**ACTIVITY**
Every record is to be transcribed exactly as written.

**RECORDS PROVIDED**
....

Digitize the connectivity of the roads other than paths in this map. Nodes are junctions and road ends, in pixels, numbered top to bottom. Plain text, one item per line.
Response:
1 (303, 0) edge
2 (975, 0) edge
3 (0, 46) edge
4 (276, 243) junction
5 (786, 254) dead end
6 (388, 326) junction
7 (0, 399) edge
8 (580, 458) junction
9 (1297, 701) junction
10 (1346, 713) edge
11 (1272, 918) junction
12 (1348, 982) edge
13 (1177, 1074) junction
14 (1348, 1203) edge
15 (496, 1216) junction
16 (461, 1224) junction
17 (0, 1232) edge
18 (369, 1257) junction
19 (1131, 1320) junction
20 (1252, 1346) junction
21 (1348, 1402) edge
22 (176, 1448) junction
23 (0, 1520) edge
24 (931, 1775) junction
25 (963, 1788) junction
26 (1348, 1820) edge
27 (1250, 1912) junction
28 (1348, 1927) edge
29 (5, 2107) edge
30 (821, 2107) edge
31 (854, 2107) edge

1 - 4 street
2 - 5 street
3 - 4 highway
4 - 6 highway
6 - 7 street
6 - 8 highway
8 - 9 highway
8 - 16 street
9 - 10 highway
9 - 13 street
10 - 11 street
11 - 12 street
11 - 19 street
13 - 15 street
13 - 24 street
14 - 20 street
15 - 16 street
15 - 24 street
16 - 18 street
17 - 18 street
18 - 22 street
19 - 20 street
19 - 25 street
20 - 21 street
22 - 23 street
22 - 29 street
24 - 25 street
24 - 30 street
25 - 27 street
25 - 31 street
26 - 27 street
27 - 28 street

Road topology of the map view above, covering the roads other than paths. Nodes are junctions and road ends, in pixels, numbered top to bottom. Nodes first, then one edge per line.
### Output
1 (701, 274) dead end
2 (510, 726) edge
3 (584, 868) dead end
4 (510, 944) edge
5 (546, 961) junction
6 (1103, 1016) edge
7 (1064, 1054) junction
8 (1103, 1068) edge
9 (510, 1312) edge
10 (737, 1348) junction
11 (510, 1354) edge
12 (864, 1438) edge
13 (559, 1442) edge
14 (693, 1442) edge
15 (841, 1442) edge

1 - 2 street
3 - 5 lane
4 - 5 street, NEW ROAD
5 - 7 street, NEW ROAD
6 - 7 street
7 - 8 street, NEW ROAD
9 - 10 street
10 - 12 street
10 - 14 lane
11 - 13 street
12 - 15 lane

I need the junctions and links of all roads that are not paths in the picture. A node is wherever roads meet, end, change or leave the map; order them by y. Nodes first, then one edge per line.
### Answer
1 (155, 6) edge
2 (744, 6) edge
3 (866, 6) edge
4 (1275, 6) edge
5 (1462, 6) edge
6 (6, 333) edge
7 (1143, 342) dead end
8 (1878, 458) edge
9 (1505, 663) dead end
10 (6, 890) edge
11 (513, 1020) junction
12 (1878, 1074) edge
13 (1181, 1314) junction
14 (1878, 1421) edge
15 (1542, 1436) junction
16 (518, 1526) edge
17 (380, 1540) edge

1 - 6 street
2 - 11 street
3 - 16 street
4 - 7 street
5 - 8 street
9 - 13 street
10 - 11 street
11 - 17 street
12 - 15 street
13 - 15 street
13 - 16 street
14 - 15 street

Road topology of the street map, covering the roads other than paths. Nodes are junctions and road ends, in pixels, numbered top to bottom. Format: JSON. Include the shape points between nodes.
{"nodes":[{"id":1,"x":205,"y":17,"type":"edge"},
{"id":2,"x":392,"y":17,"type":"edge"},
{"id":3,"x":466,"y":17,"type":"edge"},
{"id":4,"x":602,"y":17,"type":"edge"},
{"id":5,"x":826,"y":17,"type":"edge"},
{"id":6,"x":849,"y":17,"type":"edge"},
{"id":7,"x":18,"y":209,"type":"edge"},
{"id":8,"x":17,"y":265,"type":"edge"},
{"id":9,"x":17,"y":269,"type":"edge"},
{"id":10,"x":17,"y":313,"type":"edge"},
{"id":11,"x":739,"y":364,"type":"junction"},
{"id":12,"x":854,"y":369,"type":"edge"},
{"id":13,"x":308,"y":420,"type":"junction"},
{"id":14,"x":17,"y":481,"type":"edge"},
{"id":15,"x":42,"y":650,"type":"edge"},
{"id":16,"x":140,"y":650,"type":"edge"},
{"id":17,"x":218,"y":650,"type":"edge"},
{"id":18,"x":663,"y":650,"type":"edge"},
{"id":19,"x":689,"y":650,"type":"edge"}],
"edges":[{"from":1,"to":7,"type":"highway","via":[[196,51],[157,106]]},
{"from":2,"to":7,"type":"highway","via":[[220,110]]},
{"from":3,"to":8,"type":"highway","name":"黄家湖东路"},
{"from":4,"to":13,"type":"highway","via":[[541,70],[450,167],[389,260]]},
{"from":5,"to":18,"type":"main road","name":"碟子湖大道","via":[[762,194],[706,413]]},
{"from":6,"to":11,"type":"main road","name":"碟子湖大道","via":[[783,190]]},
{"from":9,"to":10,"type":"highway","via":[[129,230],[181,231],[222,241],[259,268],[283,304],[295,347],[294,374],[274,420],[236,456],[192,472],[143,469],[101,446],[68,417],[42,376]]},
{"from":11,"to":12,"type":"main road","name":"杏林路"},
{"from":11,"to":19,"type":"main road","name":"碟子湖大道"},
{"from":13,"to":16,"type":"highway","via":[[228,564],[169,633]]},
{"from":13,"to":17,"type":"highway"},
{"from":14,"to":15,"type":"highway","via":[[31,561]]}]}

....

**ANSWER SECTION**
Digitize the connectivity of the roads other than paths in this map. Nodes are junctions and road ends, in pixels, numbered top to bottom. Plain text, one item per line.
Response:
1 (303, 0) edge
2 (975, 0) edge
3 (0, 46) edge
4 (276, 243) junction
5 (786, 254) dead end
6 (388, 326) junction
7 (0, 399) edge
8 (580, 458) junction
9 (1297, 701) junction
10 (1346, 713) edge
11 (1272, 918) junction
12 (1348, 982) edge
13 (1177, 1074) junction
14 (1348, 1203) edge
15 (496, 1216) junction
16 (461, 1224) junction
17 (0, 1232) edge
18 (369, 1257) junction
19 (1131, 1320) junction
20 (1252, 1346) junction
21 (1348, 1402) edge
22 (176, 1448) junction
23 (0, 1520) edge
24 (931, 1775) junction
25 (963, 1788) junction
26 (1348, 1820) edge
27 (1250, 1912) junction
28 (1348, 1927) edge
29 (5, 2107) edge
30 (821, 2107) edge
31 (854, 2107) edge

1 - 4 street
2 - 5 street
3 - 4 highway
4 - 6 highway
6 - 7 street
6 - 8 highway
8 - 9 highway
8 - 16 street
9 - 10 highway
9 - 13 street
10 - 11 street
11 - 12 street
11 - 19 street
13 - 15 street
13 - 24 street
14 - 20 street
15 - 16 street
15 - 24 street
16 - 18 street
17 - 18 street
18 - 22 street
19 - 20 street
19 - 25 street
20 - 21 street
22 - 23 street
22 - 29 street
24 - 25 street
24 - 30 street
25 - 27 street
25 - 31 street
26 - 27 street
27 - 28 street

Road topology of the map view above, covering the roads other than paths. Nodes are junctions and road ends, in pixels, numbered top to bottom. Nodes first, then one edge per line.
### Output
1 (701, 274) dead end
2 (510, 726) edge
3 (584, 868) dead end
4 (510, 944) edge
5 (546, 961) junction
6 (1103, 1016) edge
7 (1064, 1054) junction
8 (1103, 1068) edge
9 (510, 1312) edge
10 (737, 1348) junction
11 (510, 1354) edge
12 (864, 1438) edge
13 (559, 1442) edge
14 (693, 1442) edge
15 (841, 1442) edge

1 - 2 street
3 - 5 lane
4 - 5 street, NEW ROAD
5 - 7 street, NEW ROAD
6 - 7 street
7 - 8 street, NEW ROAD
9 - 10 street
10 - 12 street
10 - 14 lane
11 - 13 street
12 - 15 lane

I need the junctions and links of all roads that are not paths in the picture. A node is wherever roads meet, end, change or leave the map; order them by y. Nodes first, then one edge per line.
### Answer
1 (155, 6) edge
2 (744, 6) edge
3 (866, 6) edge
4 (1275, 6) edge
5 (1462, 6) edge
6 (6, 333) edge
7 (1143, 342) dead end
8 (1878, 458) edge
9 (1505, 663) dead end
10 (6, 890) edge
11 (513, 1020) junction
12 (1878, 1074) edge
13 (1181, 1314) junction
14 (1878, 1421) edge
15 (1542, 1436) junction
16 (518, 1526) edge
17 (380, 1540) edge

1 - 6 street
2 - 11 street
3 - 16 street
4 - 7 street
5 - 8 street
9 - 13 street
10 - 11 street
11 - 17 street
12 - 15 street
13 - 15 street
13 - 16 street
14 - 15 street

Road topology of the street map, covering the roads other than paths. Nodes are junctions and road ends, in pixels, numbered top to bottom. Format: JSON. Include the shape points between nodes.
{"nodes":[{"id":1,"x":205,"y":17,"type":"edge"},
{"id":2,"x":392,"y":17,"type":"edge"},
{"id":3,"x":466,"y":17,"type":"edge"},
{"id":4,"x":602,"y":17,"type":"edge"},
{"id":5,"x":826,"y":17,"type":"edge"},
{"id":6,"x":849,"y":17,"type":"edge"},
{"id":7,"x":18,"y":209,"type":"edge"},
{"id":8,"x":17,"y":265,"type":"edge"},
{"id":9,"x":17,"y":269,"type":"edge"},
{"id":10,"x":17,"y":313,"type":"edge"},
{"id":11,"x":739,"y":364,"type":"junction"},
{"id":12,"x":854,"y":369,"type":"edge"},
{"id":13,"x":308,"y":420,"type":"junction"},
{"id":14,"x":17,"y":481,"type":"edge"},
{"id":15,"x":42,"y":650,"type":"edge"},
{"id":16,"x":140,"y":650,"type":"edge"},
{"id":17,"x":218,"y":650,"type":"edge"},
{"id":18,"x":663,"y":650,"type":"edge"},
{"id":19,"x":689,"y":650,"type":"edge"}],
"edges":[{"from":1,"to":7,"type":"highway","via":[[196,51],[157,106]]},
{"from":2,"to":7,"type":"highway","via":[[220,110]]},
{"from":3,"to":8,"type":"highway","name":"黄家湖东路"},
{"from":4,"to":13,"type":"highway","via":[[541,70],[450,167],[389,260]]},
{"from":5,"to":18,"type":"main road","name":"碟子湖大道","via":[[762,194],[706,413]]},
{"from":6,"to":11,"type":"main road","name":"碟子湖大道","via":[[783,190]]},
{"from":9,"to":10,"type":"highway","via":[[129,230],[181,231],[222,241],[259,268],[283,304],[295,347],[294,374],[274,420],[236,456],[192,472],[143,469],[101,446],[68,417],[42,376]]},
{"from":11,"to":12,"type":"main road","name":"杏林路"},
{"from":11,"to":19,"type":"main road","name":"碟子湖大道"},
{"from":13,"to":16,"type":"highway","via":[[228,564],[169,633]]},
{"from":13,"to":17,"type":"highway"},
{"from":14,"to":15,"type":"highway","via":[[31,561]]}]}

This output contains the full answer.